### Directions for this task
The records that follow are to be repeated exactly, with no pictures carried over.

Dataset entries
[Start of section]

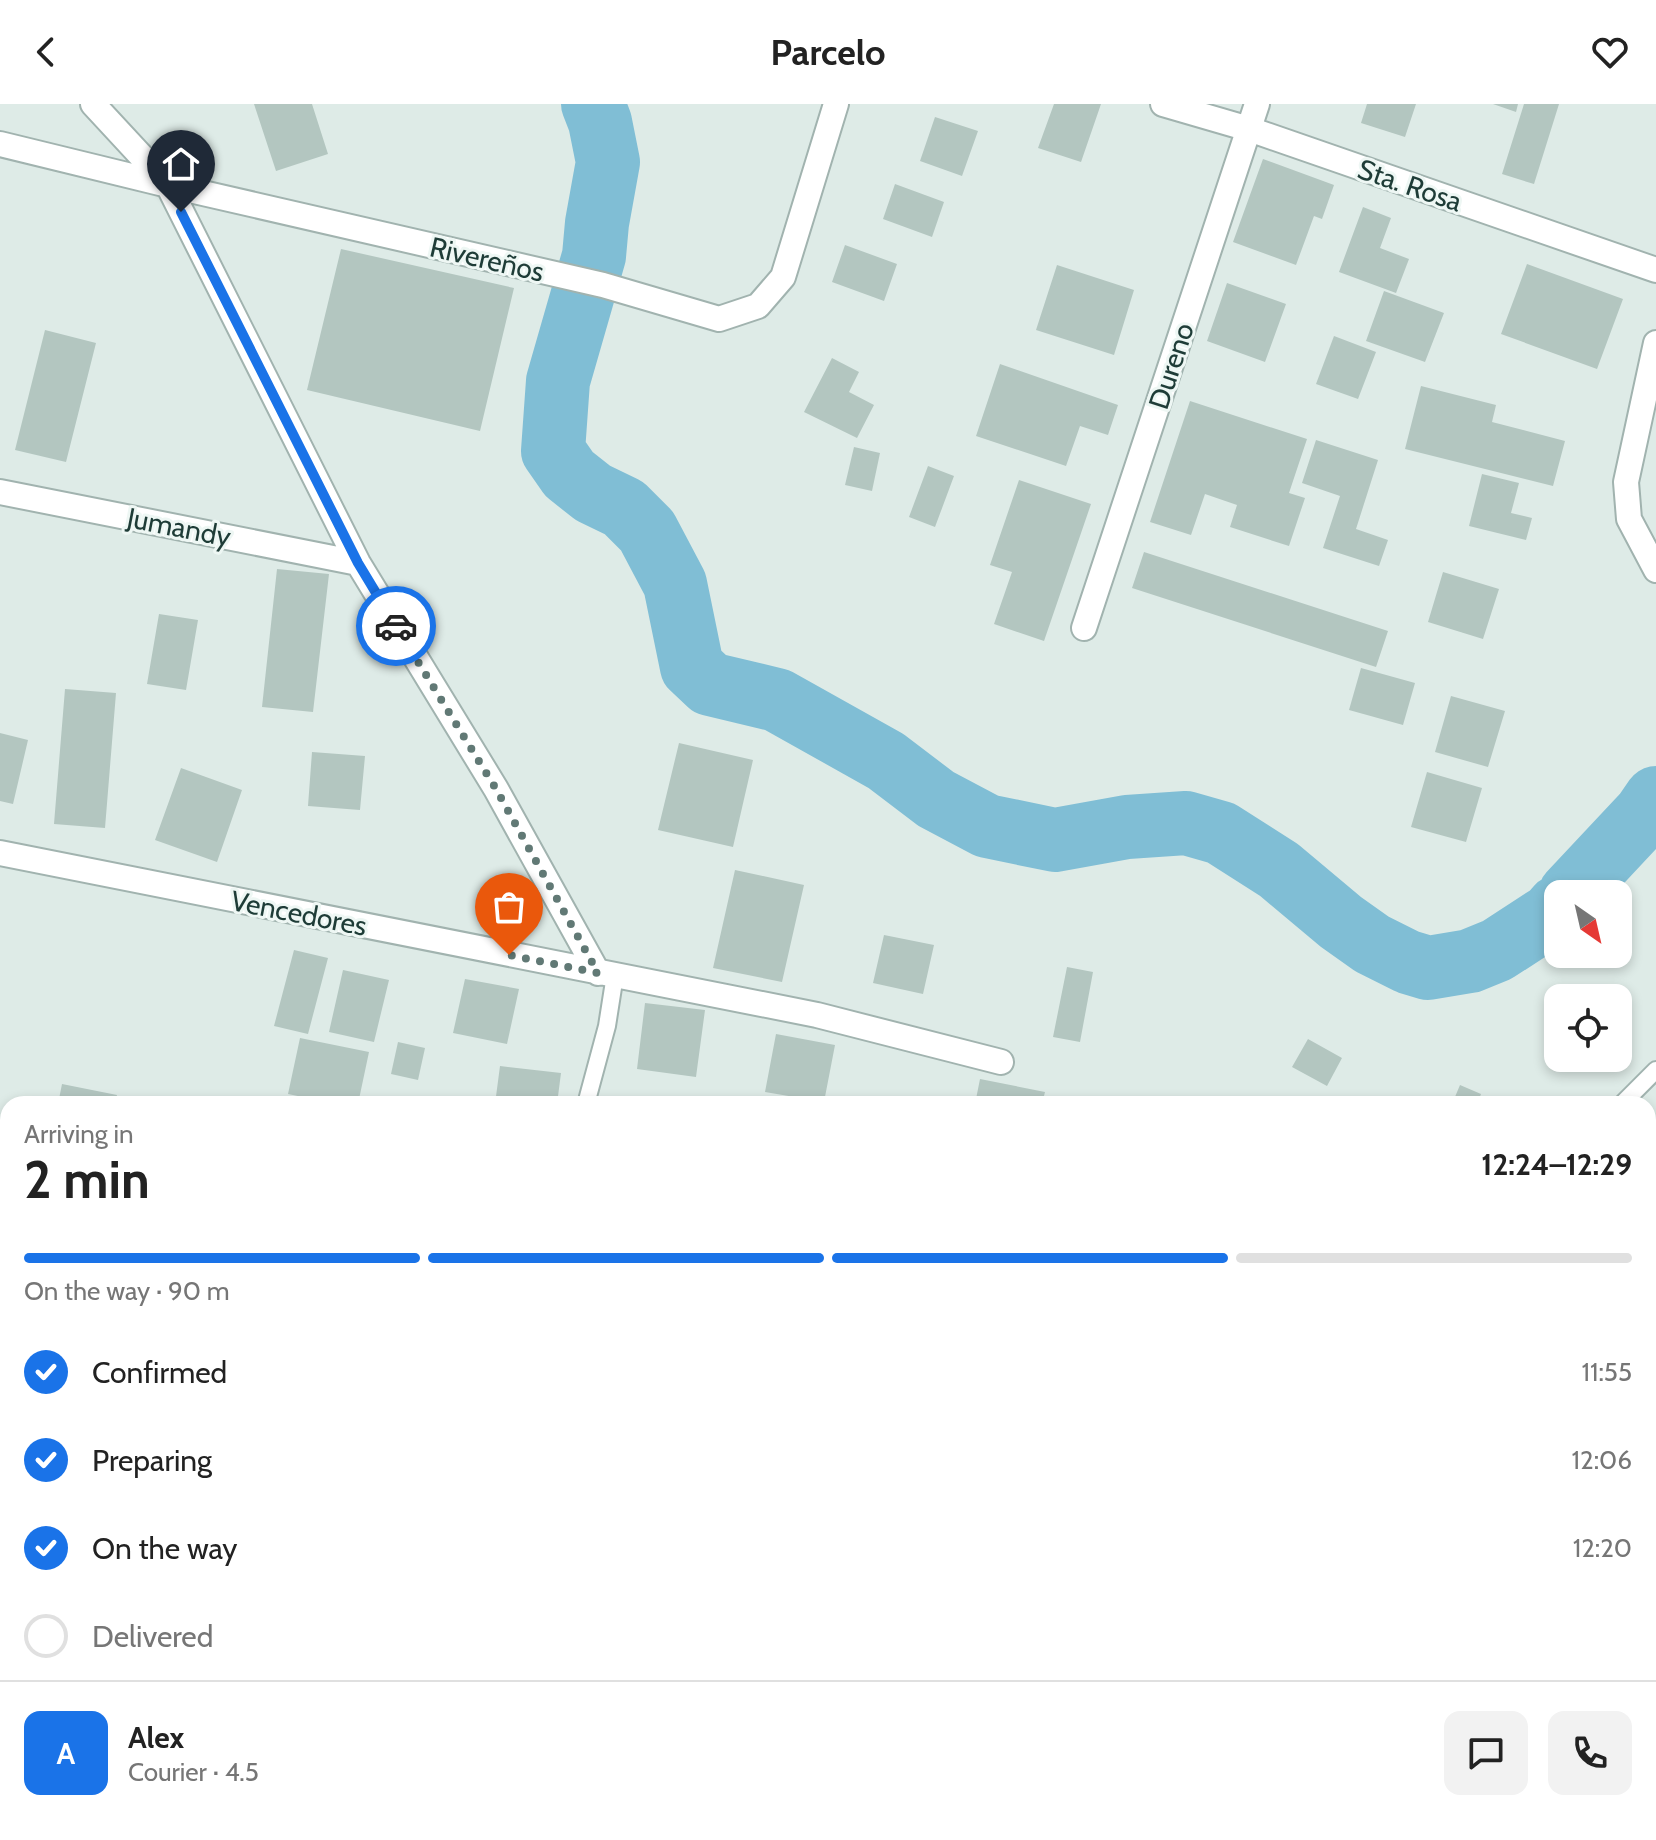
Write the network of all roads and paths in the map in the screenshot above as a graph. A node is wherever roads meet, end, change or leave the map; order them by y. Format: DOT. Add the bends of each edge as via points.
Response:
graph roads {
  1 [pos="93,104"];
  2 [pos="836,104"];
  3 [pos="1163,104"];
  4 [pos="1257,104"];
  5 [pos="1249,129"];
  6 [pos="0,144"];
  7 [pos="168,185"];
  8 [pos="1656,270"];
  9 [pos="1656,343"];
  10 [pos="0,492"];
  11 [pos="358,563"];
  12 [pos="1656,570"];
  13 [pos="1084,628"];
  14 [pos="0,853"];
  15 [pos="607,974"];
  16 [pos="1001,1062"];
  17 [pos="1656,1070"];
  18 [pos="588,1096"];
  19 [pos="1630,1096"];
  1 -- 7 [label="street"];
  2 -- 7 [label="street, Rivereños" via="783,277 758,306 719,319 603,285"];
  3 -- 5 [label="street, Sta. Rosa"];
  4 -- 5 [label="street, Dureno"];
  5 -- 8 [label="street, Sta. Rosa"];
  5 -- 13 [label="street, Dureno"];
  6 -- 7 [label="street, Rivereños"];
  7 -- 11 [label="street"];
  9 -- 12 [label="street" via="1626,482 1629,519"];
  10 -- 11 [label="street, Jumandy"];
  11 -- 15 [label="street"];
  14 -- 15 [label="street, Vencedores"];
  15 -- 16 [label="street, Vencedores" via="817,1015"];
  15 -- 18 [label="lane" via="607,1026"];
  17 -- 19 [label="lane"];
}
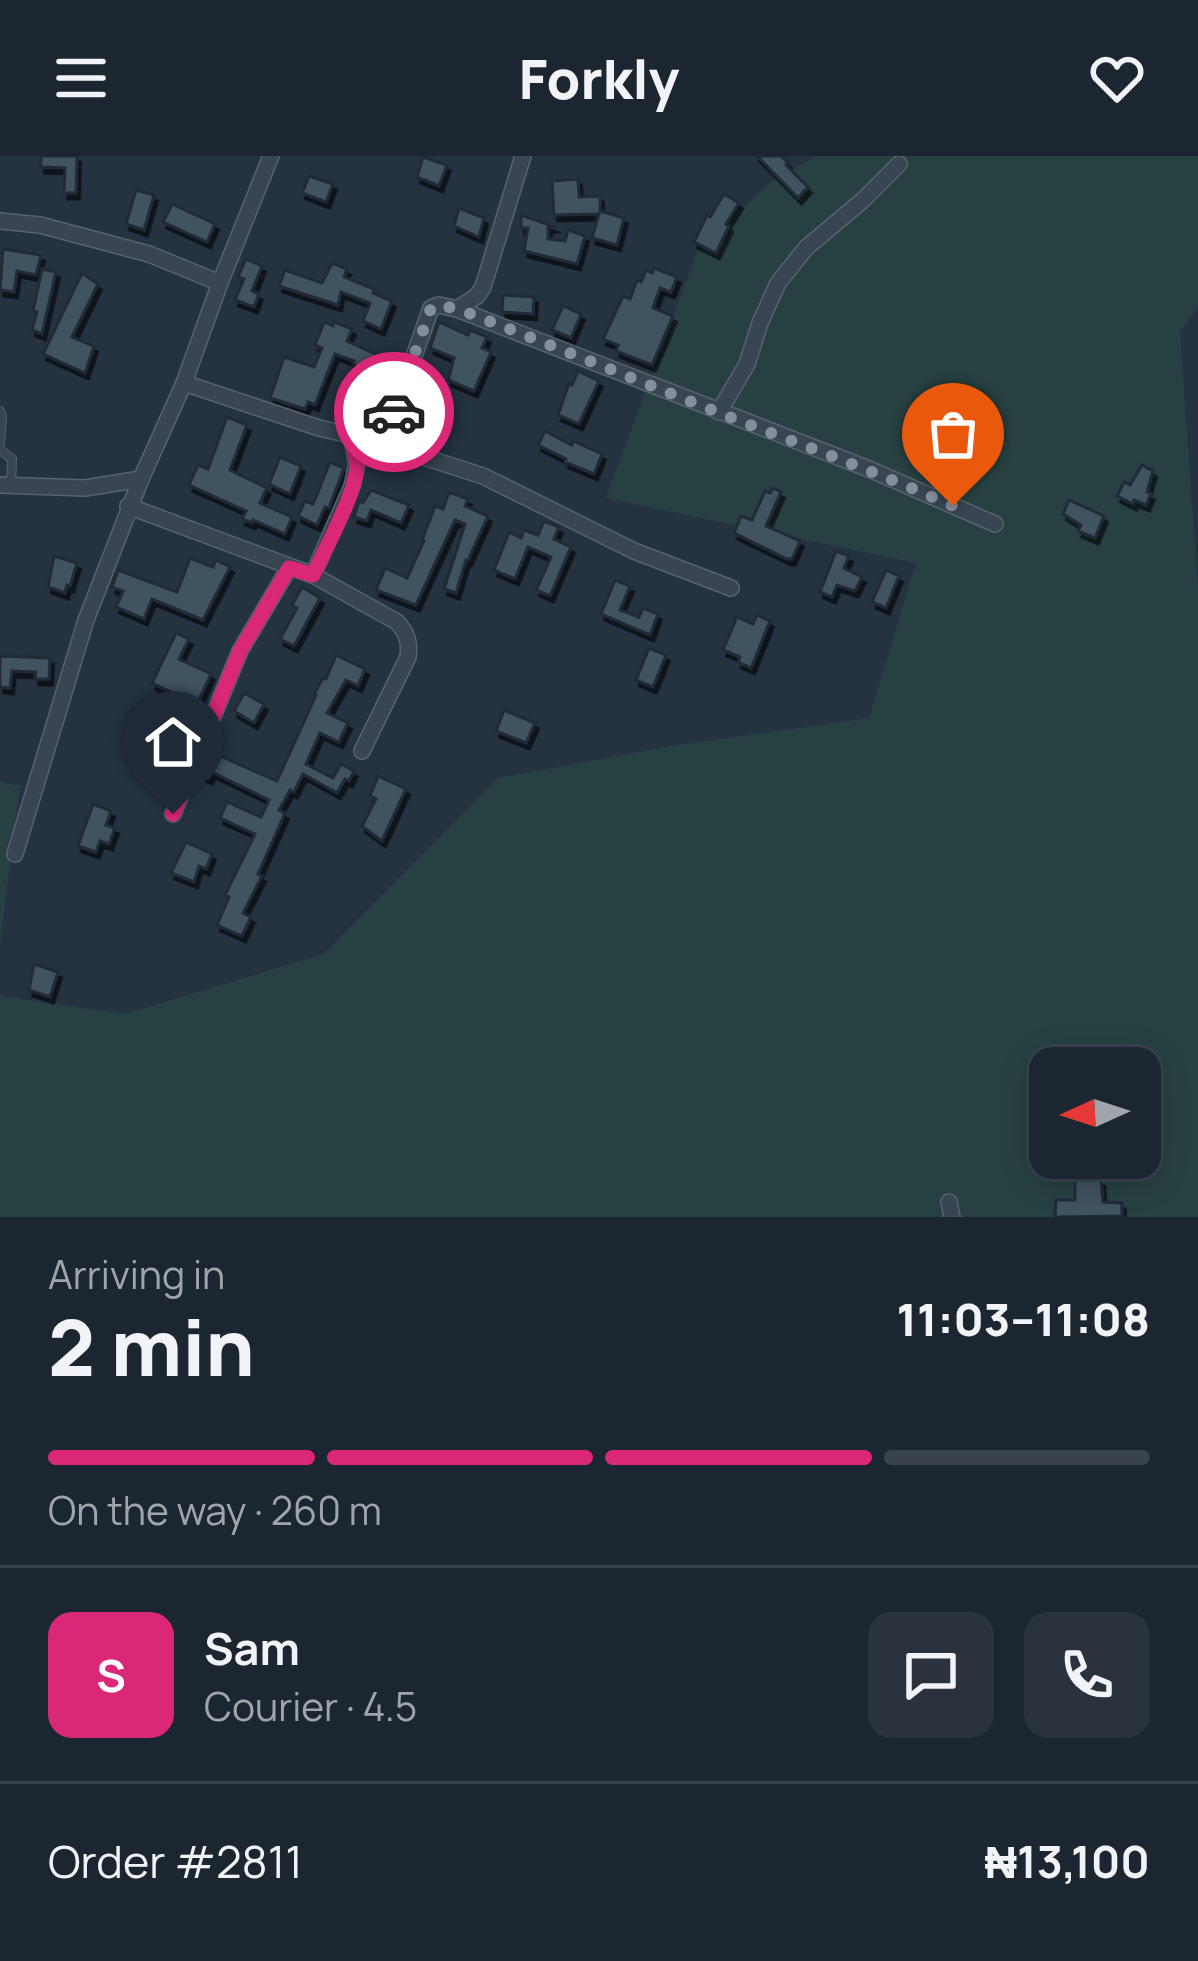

[End of section]

### Output for this task
Write the network of all roads and paths in the map in the screenshot above as a graph. A node is wherever roads meet, end, change or leave the map; order them by y. Format: DOT. Add the bends of each edge as via points.
Response:
graph roads {
  1 [pos="93,104"];
  2 [pos="836,104"];
  3 [pos="1163,104"];
  4 [pos="1257,104"];
  5 [pos="1249,129"];
  6 [pos="0,144"];
  7 [pos="168,185"];
  8 [pos="1656,270"];
  9 [pos="1656,343"];
  10 [pos="0,492"];
  11 [pos="358,563"];
  12 [pos="1656,570"];
  13 [pos="1084,628"];
  14 [pos="0,853"];
  15 [pos="607,974"];
  16 [pos="1001,1062"];
  17 [pos="1656,1070"];
  18 [pos="588,1096"];
  19 [pos="1630,1096"];
  1 -- 7 [label="street"];
  2 -- 7 [label="street, Rivereños" via="783,277 758,306 719,319 603,285"];
  3 -- 5 [label="street, Sta. Rosa"];
  4 -- 5 [label="street, Dureno"];
  5 -- 8 [label="street, Sta. Rosa"];
  5 -- 13 [label="street, Dureno"];
  6 -- 7 [label="street, Rivereños"];
  7 -- 11 [label="street"];
  9 -- 12 [label="street" via="1626,482 1629,519"];
  10 -- 11 [label="street, Jumandy"];
  11 -- 15 [label="street"];
  14 -- 15 [label="street, Vencedores"];
  15 -- 16 [label="street, Vencedores" via="817,1015"];
  15 -- 18 [label="lane" via="607,1026"];
  17 -- 19 [label="lane"];
}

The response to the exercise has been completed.